Report how many lines in the data below hold the string "Drive". Nothing else should appear in the answer.

-- GIVEN RECORDS follows --

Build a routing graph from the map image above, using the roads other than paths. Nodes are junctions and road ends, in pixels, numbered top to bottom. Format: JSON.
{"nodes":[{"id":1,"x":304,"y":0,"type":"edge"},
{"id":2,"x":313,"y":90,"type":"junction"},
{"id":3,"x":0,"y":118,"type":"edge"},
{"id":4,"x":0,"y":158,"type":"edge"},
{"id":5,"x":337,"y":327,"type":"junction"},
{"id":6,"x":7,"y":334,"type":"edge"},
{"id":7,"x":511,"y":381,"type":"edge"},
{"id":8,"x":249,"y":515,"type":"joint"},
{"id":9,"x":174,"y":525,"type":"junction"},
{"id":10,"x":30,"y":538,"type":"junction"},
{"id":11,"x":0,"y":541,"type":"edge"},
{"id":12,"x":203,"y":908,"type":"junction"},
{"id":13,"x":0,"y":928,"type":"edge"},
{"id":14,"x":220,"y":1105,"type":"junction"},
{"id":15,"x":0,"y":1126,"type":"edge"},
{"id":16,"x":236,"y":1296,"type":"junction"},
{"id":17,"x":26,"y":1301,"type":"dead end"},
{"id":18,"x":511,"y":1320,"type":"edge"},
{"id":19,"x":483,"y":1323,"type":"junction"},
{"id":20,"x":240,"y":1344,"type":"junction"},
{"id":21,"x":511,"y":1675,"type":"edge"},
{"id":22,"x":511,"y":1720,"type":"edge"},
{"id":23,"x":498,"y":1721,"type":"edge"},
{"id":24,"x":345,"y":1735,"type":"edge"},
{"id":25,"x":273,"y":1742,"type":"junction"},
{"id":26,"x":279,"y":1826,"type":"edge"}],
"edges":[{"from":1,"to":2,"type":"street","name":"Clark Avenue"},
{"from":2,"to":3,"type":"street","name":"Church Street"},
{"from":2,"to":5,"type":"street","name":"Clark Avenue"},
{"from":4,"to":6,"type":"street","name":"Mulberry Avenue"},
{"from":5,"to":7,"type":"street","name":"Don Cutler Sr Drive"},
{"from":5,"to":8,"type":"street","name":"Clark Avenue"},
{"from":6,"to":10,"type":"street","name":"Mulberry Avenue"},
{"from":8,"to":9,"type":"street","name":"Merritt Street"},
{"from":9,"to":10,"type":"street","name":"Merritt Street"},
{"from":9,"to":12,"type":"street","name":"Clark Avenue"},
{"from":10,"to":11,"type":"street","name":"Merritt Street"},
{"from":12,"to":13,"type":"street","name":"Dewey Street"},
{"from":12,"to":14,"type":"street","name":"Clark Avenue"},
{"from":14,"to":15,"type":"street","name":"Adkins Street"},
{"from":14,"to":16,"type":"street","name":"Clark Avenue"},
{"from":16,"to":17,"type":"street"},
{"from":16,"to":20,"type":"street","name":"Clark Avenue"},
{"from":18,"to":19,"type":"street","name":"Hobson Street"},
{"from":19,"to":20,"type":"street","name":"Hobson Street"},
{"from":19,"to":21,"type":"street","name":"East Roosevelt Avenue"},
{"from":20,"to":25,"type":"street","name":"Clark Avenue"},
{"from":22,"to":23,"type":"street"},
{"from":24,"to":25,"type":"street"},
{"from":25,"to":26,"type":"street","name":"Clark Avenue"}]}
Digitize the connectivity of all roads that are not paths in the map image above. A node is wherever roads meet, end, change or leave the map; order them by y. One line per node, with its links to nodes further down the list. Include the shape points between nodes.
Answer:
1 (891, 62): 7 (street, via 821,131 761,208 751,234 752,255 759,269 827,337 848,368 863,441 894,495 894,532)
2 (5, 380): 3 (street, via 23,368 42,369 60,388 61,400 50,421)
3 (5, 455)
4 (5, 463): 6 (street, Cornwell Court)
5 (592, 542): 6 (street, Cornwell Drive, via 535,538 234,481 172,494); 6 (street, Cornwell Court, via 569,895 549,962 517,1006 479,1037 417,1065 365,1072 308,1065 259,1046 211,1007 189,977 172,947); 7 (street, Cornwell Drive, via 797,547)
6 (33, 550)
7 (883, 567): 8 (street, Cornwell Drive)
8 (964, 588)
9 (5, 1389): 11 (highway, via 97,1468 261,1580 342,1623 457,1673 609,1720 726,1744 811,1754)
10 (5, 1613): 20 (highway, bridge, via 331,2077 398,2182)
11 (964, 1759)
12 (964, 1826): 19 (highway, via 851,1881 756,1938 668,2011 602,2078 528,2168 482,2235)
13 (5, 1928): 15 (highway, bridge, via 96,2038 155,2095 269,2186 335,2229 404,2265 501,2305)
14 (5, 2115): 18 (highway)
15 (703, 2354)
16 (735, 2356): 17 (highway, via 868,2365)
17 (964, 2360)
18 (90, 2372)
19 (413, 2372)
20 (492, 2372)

-- GIVEN RECORDS concluded --

▶ **REPLY**:
3